Capital Efficiency Through Smarter Process Design
- Flue gas recirculation (40%) cuts the energy penalty of capture by raising CO₂ concentration in the exhaust stream — shrinking absorber and equipment sizing and trimming CAPEX, not just OPEX.
- Solvent selection (MEA) was benchmarked against five alternative chemistries on viscosity, kinetics, degradation and cost — confirming the lowest-CAPEX, lowest-OPEX pathway without sacrificing technology maturity or bankability.
Transport Cost Reduction Levers
- Removing the dedicated injection compression station on the pipeline route — by re-tasking the final booster station — saves approximately US$0.58 per tonne of CO₂, a quick-win design refinement identified directly from the modelling.
- Shifting compression and liquefaction operations to lower-cost, off-peak or renewable electricity periods offers a clear path to reduce the largest single OPEX line item in both transport cases.
- For shipping, bypassing onshore unloading and storage at the receiving port — injecting directly from ship to subsea completion — could cut harbour costs by more than half and roughly halve storage tank capital costs.
- Right-sizing compression trains (three smaller trains rather than one large unit) was shown to be the more capital-efficient configuration at this throughput, avoiding over-investment in oversized equipment.

Example: Structure of an ICCSEM project calculation
The Bottom Line
On current estimates, pipeline transport within the specified 600km radius, is the more economically attractive route — roughly 45% cheaper than shipping to Gippsland, at US$26.66 per tonne of CO₂ captured versus US$48.43. However, shipping retains strategic appeal: lower upfront capital outlay, flexibility for smaller initial CO₂ volumes, and the ability to leverage shared port infrastructure as the Gladstone CCS cluster scales, making it a credible bridge solution ahead of a larger pipeline build-out.
With Australia's Safeguard Mechanism tightening emissions baselines through 2030 and CCS projects already in development nationally, the window to secure a competitive position is now.
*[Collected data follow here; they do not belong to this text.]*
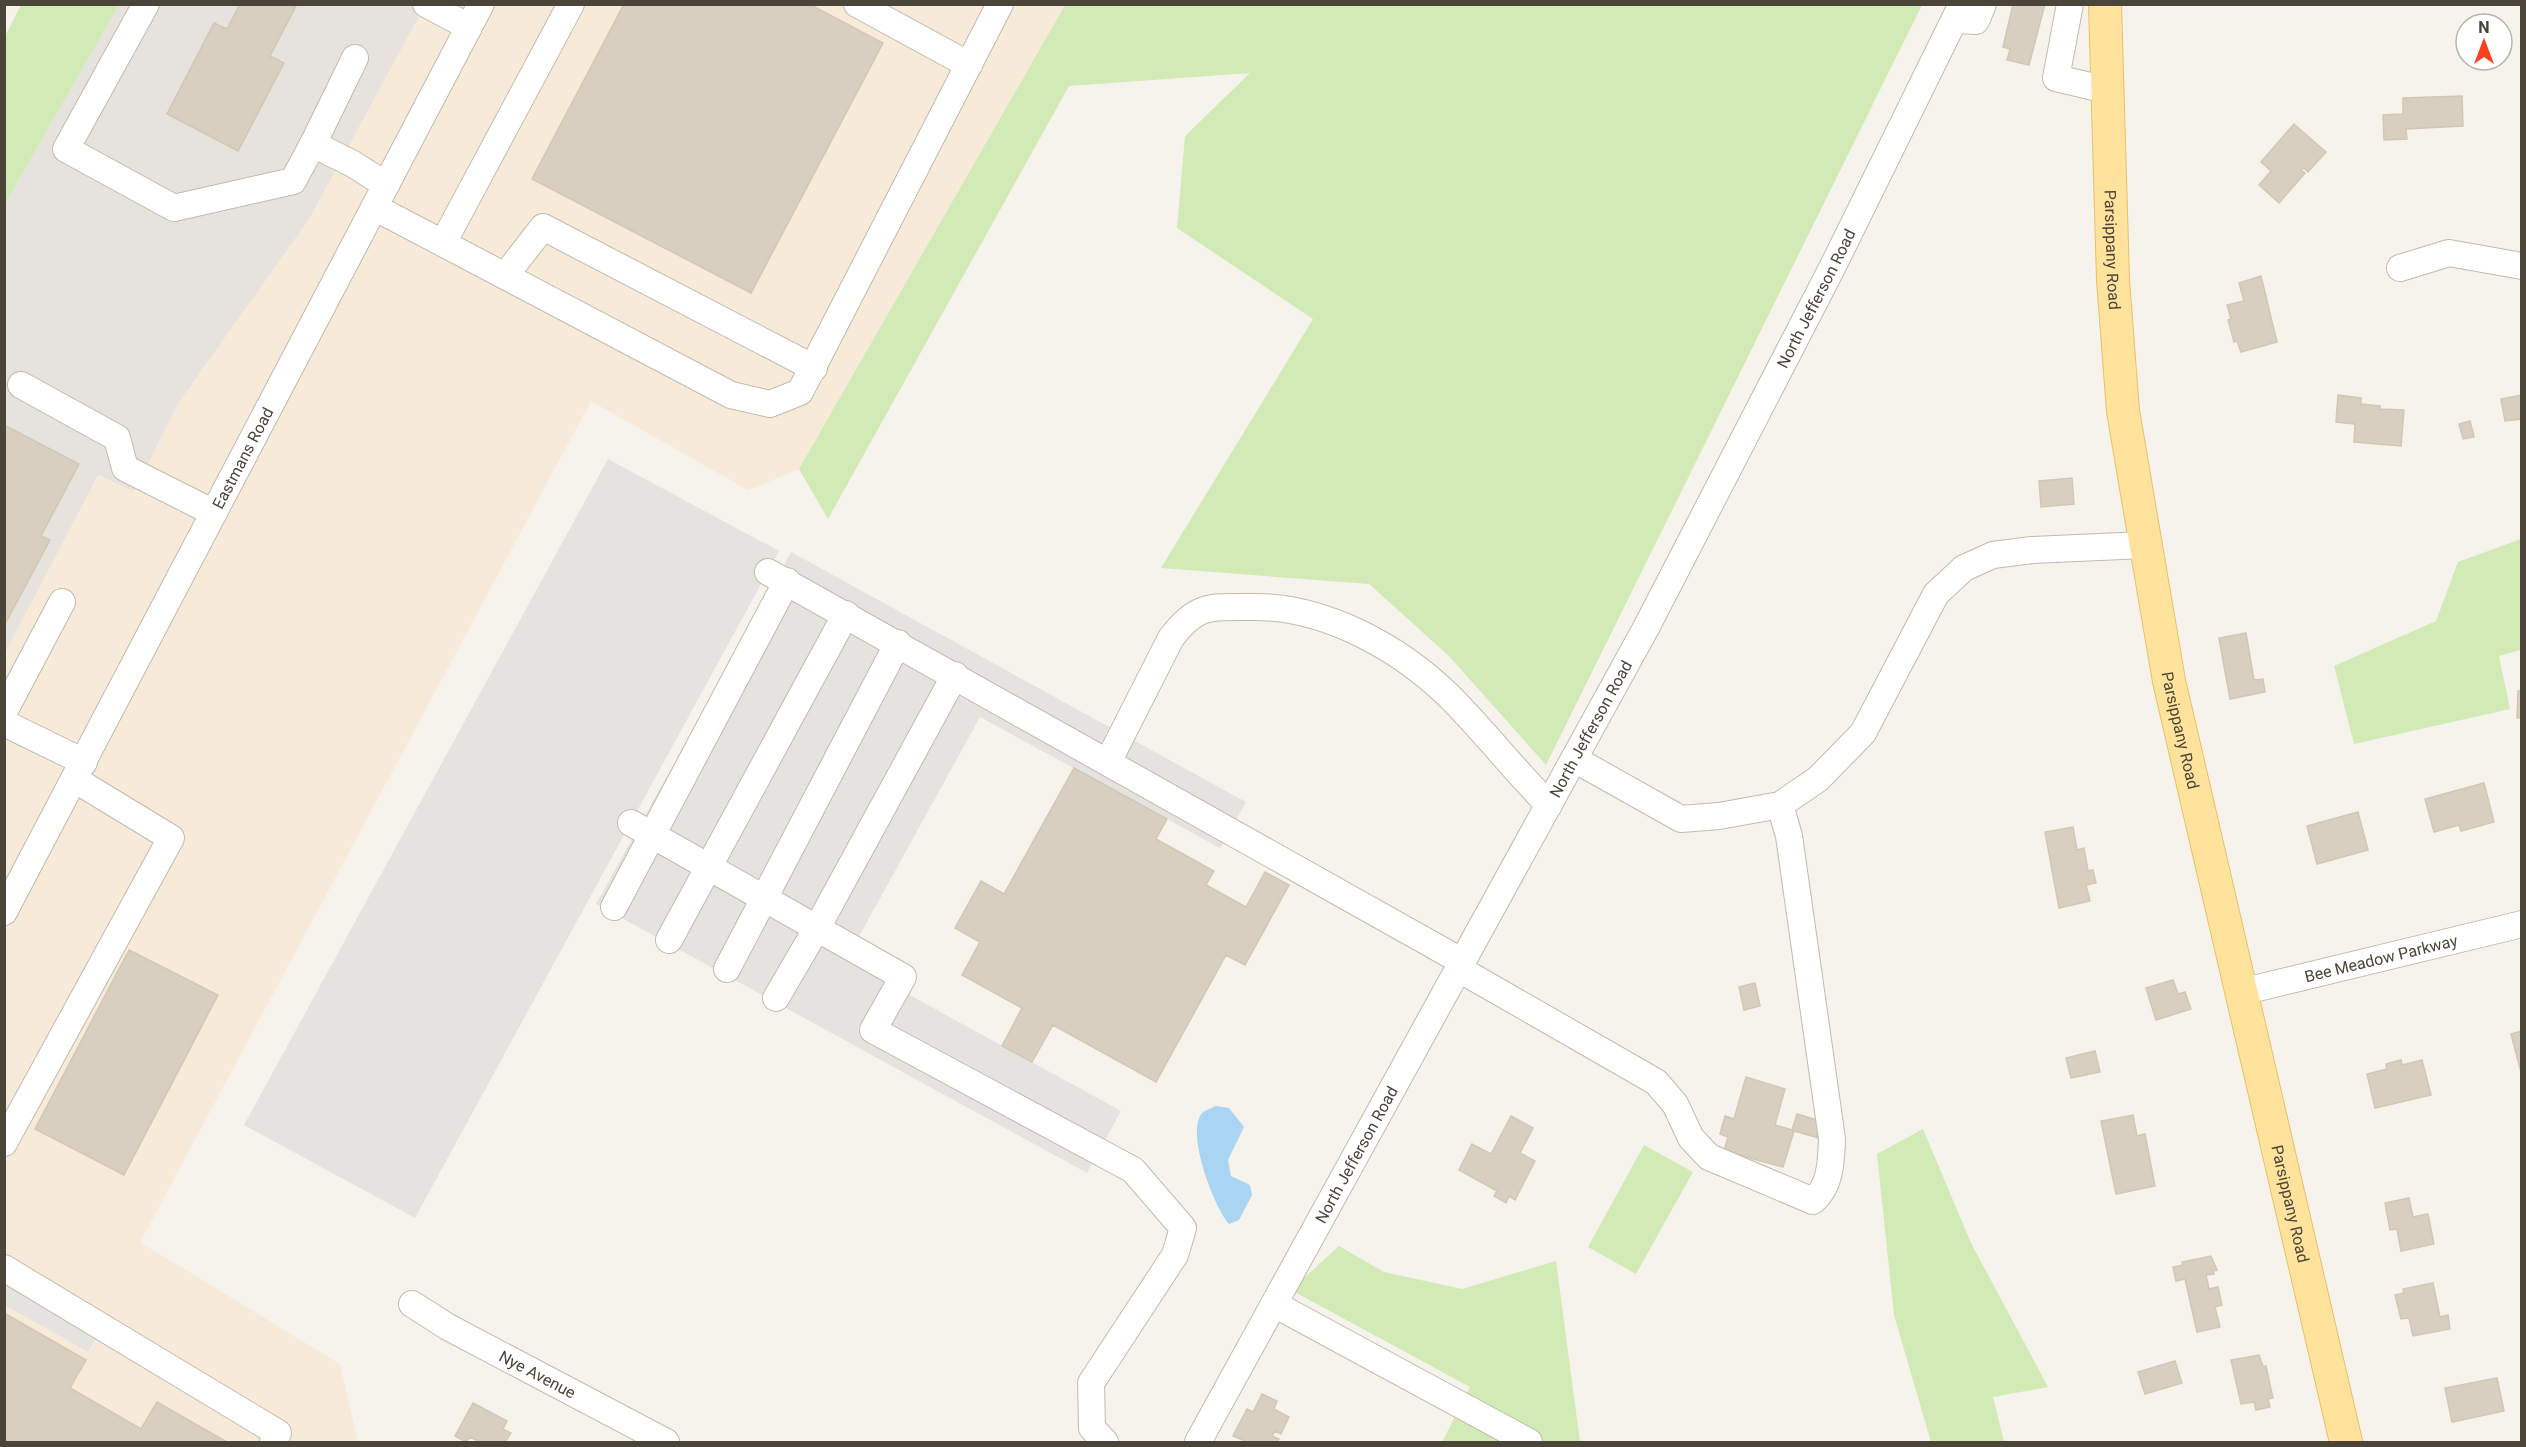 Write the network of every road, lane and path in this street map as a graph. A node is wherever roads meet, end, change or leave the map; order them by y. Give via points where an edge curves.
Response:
1 (146, 4) edge
2 (426, 4) edge
3 (481, 4) edge
4 (571, 4) edge
5 (857, 4) edge
6 (1000, 4) edge
7 (1983, 4) edge
8 (2070, 4) edge
9 (2105, 4) edge
10 (1959, 12) edge
11 (469, 27) junction
12 (355, 58) dead end
13 (969, 66) junction
14 (2107, 90) junction
15 (314, 144) junction
16 (380, 196) junction
17 (443, 243) junction
18 (2522, 266) edge
19 (2400, 268) dead end
20 (506, 276) junction
21 (814, 368) junction
22 (21, 385) dead end
23 (214, 513) junction
24 (2144, 545) junction
25 (62, 602) dead end
26 (846, 614) junction
27 (898, 644) junction
28 (955, 675) junction
29 (4, 712) edge
30 (4, 723) edge
31 (1574, 759) junction
32 (1108, 762) junction
33 (79, 771) junction
34 (1549, 805) junction
35 (1780, 805) junction
36 (641, 829) junction
37 (708, 867) junction
38 (764, 898) junction
39 (614, 907) dead end
40 (4, 912) edge
41 (2522, 924) edge
42 (817, 928) junction
43 (669, 940) dead end
44 (1461, 965) junction
45 (727, 969) dead end
46 (2241, 992) junction
47 (776, 998) dead end
48 (4, 1143) edge
49 (4, 1268) edge
50 (411, 1304) dead end
51 (1274, 1304) junction
52 (273, 1443) edge
53 (666, 1443) edge
54 (1105, 1443) edge
55 (1198, 1443) edge
56 (1529, 1443) edge
57 (2346, 1443) edge

1 - 15 street via 66,149 174,207 293,182
2 - 11 street
3 - 11 street, Eastmans Road
4 - 17 street
5 - 13 street
6 - 13 street
7 - 10 street via 1976,21
8 - 14 street via 2056,78
9 - 14 main road, Parsippany Road
10 - 31 street, North Jefferson Road via 1833,266
11 - 16 street, Eastmans Road
12 - 15 street
13 - 21 street
14 - 24 main road, Parsippany Road via 2123,411
15 - 16 street via 353,164
16 - 17 street
16 - 23 street, Eastmans Road
17 - 20 street
18 - 19 street via 2449,253
20 - 21 street via 731,395 770,404 800,392
20 - 21 street via 543,227
22 - 23 street via 117,438 125,468
23 - 33 street, Eastmans Road
24 - 35 street via 2032,550 1993,555 1964,568 1936,594 1863,733 1818,778
24 - 46 main road, Parsippany Road via 2169,681
25 - 29 street
26 - 27 street
26 - 36 street via 777,576
26 - 37 street
27 - 28 street
27 - 38 street
28 - 32 street
28 - 42 street
30 - 33 street
31 - 34 street, North Jefferson Road
31 - 35 street via 1681,819
32 - 34 street via 1171,638 1184,622 1198,610 1281,608 1342,624 1386,648 1449,696
32 - 44 street
33 - 40 street, Eastmans Road
33 - 48 street via 171,838
34 - 44 street, North Jefferson Road
35 - 44 street via 1789,837 1832,1139 1831,1168 1820,1195 1813,1201 1708,1157 1691,1138 1675,1104 1656,1082
36 - 37 street
36 - 39 street
37 - 38 street
37 - 43 street
38 - 42 street
38 - 45 street
41 - 46 street, Bee Meadow Parkway
42 - 47 street
42 - 54 street via 903,977 873,1030 1133,1170 1183,1228 1174,1255 1091,1383 1092,1428
44 - 51 street, North Jefferson Road
46 - 57 main road, Parsippany Road
49 - 52 street via 278,1433
50 - 53 street, Nye Avenue
51 - 55 street, North Jefferson Road
51 - 56 street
This type of techno economic study equips decision-makers with the cost transparency and optimisation pathway needed to move from feasibility into confident, well-timed investment.
Why CO2Tech
CO2Tech has unrivalled practical experience in capturing CO2 from industrial emissions in Australia. It can leverage its unique access to advanced storage projects providing the crucial connection between carbon capture and permanent underground CO2 storage.
If you’re a manufacturer, refinery, ‘Safeguard Facility’, etc. that is impacted by the Safeguard Mechanism, contact us today to see how CO2Tech can assist in your next steps to tackle your emissions reduction.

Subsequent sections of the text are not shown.